::: Task inputs

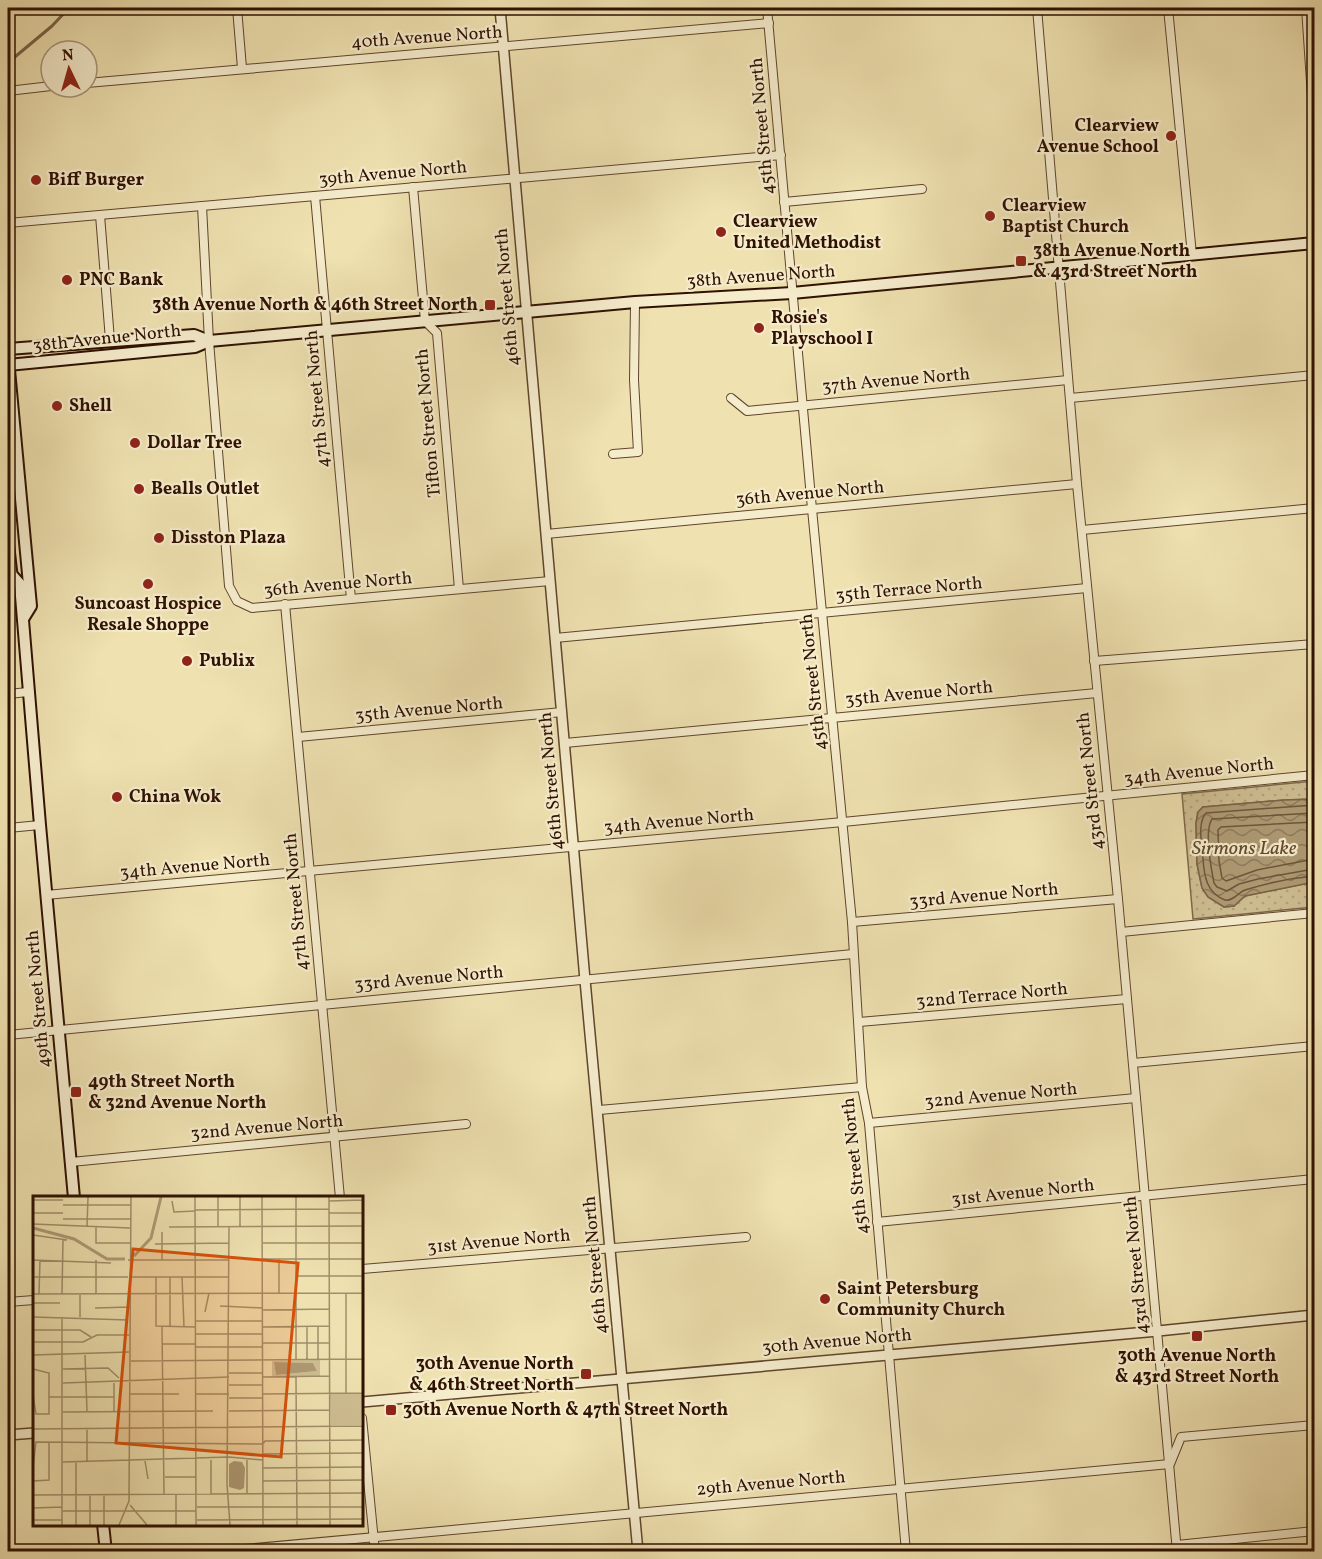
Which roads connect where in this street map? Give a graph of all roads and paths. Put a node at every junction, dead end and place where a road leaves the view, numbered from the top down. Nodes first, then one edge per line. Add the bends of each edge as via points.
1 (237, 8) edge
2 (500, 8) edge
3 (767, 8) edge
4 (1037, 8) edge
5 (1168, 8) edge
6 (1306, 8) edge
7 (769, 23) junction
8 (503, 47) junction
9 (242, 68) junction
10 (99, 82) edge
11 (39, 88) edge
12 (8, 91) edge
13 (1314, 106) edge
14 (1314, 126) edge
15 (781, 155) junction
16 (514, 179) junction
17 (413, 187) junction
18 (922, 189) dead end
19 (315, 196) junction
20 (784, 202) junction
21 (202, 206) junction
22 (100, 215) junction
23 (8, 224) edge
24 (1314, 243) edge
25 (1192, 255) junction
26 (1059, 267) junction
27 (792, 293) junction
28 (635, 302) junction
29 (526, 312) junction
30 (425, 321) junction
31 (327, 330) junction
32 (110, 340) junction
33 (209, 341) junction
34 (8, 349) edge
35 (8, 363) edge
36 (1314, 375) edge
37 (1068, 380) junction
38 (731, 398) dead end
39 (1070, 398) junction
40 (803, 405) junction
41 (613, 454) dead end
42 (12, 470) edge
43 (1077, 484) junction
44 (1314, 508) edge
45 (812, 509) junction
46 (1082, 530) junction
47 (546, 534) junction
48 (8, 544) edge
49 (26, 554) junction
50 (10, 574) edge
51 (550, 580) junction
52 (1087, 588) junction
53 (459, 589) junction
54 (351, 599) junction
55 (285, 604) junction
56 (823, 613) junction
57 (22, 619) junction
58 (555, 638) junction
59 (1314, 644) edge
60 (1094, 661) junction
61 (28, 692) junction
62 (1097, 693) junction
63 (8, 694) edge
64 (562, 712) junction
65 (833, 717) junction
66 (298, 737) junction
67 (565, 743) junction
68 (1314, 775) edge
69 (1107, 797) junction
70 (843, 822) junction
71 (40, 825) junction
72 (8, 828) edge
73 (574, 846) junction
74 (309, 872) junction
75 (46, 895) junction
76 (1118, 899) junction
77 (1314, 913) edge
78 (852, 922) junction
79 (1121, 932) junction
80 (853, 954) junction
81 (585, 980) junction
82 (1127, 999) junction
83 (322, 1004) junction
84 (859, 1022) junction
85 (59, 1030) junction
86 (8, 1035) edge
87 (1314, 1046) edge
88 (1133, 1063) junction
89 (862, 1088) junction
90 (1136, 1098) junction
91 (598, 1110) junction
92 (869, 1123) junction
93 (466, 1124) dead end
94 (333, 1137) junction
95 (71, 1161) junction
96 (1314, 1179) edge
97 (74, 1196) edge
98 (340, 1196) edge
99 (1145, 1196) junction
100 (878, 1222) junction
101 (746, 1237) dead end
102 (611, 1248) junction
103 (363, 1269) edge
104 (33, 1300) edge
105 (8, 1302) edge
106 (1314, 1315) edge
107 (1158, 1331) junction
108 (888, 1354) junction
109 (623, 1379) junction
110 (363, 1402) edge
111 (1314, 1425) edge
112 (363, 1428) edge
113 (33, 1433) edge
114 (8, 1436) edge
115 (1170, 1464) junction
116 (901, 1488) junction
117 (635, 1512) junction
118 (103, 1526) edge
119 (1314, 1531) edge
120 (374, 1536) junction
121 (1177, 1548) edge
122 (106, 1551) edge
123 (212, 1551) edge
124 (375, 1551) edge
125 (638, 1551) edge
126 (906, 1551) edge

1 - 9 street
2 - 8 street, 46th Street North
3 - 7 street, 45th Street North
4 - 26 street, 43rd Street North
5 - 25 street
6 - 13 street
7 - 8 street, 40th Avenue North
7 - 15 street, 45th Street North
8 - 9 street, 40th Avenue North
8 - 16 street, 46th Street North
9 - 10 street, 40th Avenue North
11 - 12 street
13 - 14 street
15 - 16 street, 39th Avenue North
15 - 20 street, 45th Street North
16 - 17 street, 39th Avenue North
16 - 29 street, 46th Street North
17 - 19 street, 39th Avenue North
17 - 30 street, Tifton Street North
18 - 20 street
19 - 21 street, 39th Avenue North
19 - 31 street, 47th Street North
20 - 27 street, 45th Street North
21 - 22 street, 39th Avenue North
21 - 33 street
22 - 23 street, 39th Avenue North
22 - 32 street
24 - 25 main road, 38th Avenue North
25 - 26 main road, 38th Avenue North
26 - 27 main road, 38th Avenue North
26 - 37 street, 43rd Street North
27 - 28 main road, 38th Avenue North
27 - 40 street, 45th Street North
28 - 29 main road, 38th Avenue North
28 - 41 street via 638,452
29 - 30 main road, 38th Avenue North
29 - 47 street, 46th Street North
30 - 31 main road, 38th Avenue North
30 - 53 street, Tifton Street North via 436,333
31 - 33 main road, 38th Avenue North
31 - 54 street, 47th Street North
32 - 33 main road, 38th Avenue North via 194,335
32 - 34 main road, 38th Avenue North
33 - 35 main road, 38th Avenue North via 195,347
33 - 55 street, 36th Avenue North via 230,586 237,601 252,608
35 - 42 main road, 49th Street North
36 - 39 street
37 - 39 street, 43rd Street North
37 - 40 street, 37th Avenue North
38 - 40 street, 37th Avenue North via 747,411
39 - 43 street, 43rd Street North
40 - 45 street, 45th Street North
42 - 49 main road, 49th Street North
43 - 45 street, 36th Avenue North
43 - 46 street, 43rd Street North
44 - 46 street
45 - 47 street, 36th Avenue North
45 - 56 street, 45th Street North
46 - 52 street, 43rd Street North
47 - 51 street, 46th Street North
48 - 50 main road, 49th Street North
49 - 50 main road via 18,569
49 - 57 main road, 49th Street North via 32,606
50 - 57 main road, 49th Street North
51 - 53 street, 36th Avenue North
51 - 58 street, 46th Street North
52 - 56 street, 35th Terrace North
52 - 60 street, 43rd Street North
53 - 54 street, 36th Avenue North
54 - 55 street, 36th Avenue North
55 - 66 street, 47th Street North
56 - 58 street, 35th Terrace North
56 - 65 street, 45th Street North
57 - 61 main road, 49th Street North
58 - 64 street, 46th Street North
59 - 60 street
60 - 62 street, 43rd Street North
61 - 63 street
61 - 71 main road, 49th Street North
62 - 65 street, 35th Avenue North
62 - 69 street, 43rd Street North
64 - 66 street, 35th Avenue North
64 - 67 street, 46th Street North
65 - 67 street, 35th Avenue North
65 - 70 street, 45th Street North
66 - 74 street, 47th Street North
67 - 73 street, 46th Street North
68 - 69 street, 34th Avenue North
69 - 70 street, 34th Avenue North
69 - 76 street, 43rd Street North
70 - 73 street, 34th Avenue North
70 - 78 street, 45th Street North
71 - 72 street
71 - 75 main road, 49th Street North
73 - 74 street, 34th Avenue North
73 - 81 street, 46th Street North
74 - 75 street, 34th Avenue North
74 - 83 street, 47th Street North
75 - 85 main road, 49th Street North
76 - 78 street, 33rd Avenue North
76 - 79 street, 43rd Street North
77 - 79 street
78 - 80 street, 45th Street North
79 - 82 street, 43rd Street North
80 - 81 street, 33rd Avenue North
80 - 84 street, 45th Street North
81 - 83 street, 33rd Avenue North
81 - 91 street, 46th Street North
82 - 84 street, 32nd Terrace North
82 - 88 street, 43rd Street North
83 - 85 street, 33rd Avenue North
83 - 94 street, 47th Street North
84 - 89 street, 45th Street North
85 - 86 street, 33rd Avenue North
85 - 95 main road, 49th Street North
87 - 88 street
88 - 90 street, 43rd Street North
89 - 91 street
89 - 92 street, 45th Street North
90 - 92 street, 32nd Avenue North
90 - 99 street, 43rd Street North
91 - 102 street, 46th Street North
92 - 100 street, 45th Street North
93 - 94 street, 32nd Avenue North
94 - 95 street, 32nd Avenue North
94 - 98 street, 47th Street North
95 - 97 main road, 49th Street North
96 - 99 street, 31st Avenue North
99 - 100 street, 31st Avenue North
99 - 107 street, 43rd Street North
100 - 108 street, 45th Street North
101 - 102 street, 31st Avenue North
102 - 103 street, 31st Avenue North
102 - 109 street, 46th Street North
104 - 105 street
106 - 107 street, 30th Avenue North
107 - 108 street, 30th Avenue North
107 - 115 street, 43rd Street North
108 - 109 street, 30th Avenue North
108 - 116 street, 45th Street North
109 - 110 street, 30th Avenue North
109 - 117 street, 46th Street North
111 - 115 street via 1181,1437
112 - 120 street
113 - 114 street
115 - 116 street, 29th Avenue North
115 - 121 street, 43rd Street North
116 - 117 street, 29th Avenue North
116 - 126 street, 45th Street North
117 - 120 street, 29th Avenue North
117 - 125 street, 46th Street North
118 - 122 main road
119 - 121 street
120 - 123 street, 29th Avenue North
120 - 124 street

::::::
::: Task inputs

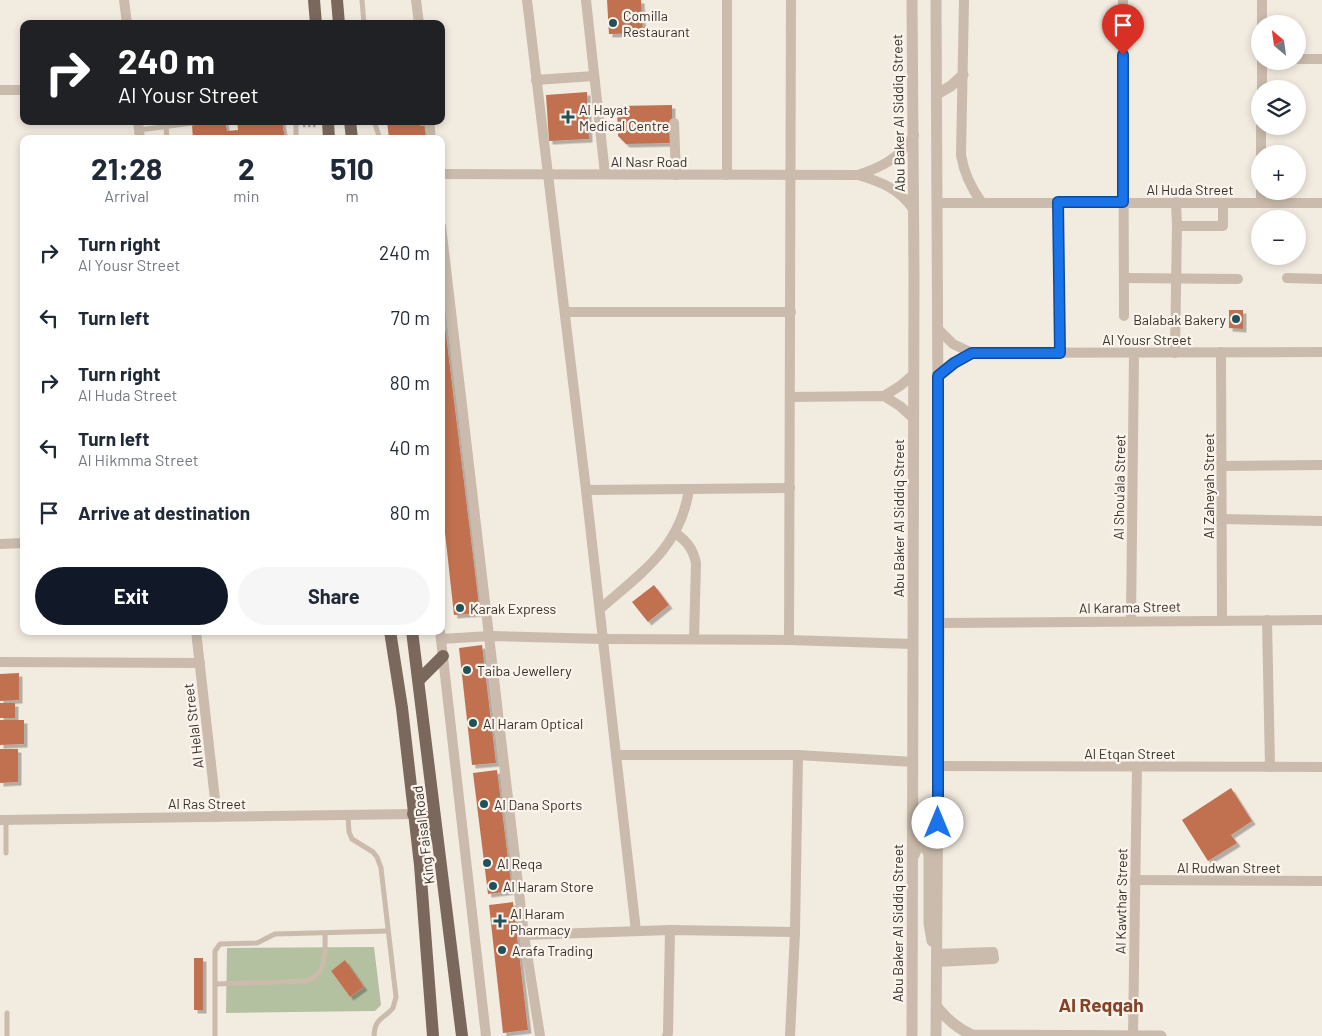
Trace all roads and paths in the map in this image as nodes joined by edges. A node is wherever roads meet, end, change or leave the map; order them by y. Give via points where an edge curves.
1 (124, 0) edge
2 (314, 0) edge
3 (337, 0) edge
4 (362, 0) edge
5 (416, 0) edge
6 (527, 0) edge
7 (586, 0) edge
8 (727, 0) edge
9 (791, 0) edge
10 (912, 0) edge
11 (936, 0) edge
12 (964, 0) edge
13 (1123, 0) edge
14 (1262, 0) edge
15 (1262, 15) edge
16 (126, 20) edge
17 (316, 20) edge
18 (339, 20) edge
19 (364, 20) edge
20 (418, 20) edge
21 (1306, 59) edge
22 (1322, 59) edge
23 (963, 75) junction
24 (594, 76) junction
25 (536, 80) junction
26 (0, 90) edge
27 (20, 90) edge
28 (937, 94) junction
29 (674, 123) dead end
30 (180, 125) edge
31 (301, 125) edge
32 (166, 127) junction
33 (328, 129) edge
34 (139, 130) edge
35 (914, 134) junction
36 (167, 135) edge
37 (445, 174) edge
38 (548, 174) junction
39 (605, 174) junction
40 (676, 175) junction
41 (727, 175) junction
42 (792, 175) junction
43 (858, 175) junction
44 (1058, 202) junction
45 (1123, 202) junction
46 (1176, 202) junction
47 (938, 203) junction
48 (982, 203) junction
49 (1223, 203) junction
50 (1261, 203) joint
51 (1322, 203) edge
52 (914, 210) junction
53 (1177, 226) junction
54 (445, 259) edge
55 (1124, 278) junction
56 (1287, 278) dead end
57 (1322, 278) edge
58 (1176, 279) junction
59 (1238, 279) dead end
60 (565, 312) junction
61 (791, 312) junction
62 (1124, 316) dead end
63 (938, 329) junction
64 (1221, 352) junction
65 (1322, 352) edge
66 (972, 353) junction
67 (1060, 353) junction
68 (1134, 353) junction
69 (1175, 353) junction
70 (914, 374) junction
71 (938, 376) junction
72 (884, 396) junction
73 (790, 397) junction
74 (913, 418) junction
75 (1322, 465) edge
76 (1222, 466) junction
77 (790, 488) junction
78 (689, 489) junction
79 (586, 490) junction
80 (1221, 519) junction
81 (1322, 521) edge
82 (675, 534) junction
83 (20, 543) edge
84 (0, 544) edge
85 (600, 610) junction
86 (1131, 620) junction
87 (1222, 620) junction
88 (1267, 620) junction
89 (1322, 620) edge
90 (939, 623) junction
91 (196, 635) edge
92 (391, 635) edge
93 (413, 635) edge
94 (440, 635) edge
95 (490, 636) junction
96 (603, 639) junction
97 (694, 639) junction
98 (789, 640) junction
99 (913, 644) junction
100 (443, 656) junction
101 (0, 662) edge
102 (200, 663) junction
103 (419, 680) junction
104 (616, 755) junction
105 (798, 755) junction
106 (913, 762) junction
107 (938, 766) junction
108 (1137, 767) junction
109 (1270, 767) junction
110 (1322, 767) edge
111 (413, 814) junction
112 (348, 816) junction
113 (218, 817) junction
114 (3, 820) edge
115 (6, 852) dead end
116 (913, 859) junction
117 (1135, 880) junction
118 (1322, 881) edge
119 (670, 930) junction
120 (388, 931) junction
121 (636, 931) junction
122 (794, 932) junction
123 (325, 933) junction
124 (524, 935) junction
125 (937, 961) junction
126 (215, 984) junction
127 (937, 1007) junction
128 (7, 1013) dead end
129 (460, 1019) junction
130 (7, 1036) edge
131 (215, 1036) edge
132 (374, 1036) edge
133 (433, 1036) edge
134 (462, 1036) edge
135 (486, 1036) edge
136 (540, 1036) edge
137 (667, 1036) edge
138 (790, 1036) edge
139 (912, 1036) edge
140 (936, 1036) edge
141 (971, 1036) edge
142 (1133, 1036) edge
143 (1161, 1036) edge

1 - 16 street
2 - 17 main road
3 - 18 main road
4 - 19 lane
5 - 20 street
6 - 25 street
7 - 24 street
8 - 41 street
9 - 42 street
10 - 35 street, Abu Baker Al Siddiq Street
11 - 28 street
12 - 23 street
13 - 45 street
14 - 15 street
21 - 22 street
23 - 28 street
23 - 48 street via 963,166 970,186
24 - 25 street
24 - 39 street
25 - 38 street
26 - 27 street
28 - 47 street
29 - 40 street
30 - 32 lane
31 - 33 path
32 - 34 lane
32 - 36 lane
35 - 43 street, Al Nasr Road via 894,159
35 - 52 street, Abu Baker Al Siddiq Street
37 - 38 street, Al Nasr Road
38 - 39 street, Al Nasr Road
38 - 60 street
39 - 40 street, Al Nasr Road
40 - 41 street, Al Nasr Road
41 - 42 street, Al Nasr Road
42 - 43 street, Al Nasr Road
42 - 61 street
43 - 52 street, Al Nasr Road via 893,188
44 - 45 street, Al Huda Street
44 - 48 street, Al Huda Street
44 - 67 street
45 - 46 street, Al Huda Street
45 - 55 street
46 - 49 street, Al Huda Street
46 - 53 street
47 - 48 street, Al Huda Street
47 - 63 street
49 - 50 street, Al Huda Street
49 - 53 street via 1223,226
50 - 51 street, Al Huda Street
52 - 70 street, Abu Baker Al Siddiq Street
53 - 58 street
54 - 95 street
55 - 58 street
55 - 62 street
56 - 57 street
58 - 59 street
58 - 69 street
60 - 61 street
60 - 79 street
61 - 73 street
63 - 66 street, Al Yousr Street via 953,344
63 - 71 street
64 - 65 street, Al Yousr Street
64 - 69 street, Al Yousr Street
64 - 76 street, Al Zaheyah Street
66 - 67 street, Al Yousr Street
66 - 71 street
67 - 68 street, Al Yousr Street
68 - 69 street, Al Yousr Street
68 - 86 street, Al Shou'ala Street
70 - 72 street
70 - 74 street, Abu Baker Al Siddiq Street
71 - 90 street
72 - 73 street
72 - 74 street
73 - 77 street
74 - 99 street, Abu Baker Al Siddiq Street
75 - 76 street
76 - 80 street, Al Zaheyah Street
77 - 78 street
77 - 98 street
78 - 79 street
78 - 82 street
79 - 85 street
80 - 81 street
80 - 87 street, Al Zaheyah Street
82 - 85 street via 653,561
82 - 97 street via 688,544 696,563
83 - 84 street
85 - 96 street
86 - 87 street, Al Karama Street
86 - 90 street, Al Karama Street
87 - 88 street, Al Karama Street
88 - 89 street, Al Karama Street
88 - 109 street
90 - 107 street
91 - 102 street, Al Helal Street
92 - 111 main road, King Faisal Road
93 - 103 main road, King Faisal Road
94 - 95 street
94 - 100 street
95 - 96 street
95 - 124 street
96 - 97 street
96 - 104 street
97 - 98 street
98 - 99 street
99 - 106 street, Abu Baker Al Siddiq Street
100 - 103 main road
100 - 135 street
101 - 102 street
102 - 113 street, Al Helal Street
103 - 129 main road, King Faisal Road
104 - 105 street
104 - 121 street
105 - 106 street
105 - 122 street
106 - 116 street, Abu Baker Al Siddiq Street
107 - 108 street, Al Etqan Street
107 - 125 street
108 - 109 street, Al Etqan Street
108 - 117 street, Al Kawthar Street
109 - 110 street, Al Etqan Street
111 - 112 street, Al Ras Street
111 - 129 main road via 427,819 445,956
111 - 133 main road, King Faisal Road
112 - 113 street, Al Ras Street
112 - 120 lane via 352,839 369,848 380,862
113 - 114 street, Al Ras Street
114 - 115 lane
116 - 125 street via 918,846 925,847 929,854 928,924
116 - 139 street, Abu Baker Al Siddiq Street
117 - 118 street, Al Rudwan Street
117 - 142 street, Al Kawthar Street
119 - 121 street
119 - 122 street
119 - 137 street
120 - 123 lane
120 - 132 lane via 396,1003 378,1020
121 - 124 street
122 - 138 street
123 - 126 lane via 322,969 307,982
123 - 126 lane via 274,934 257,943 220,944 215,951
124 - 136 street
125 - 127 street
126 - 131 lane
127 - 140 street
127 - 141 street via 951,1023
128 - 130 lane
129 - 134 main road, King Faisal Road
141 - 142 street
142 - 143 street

::::::

> _To do_
The lines in the records above that include the word "Nasr" must be copied out.

> _Result_
35 - 43 street, Al Nasr Road via 894,159
37 - 38 street, Al Nasr Road
38 - 39 street, Al Nasr Road
39 - 40 street, Al Nasr Road
40 - 41 street, Al Nasr Road
41 - 42 street, Al Nasr Road
42 - 43 street, Al Nasr Road
43 - 52 street, Al Nasr Road via 893,188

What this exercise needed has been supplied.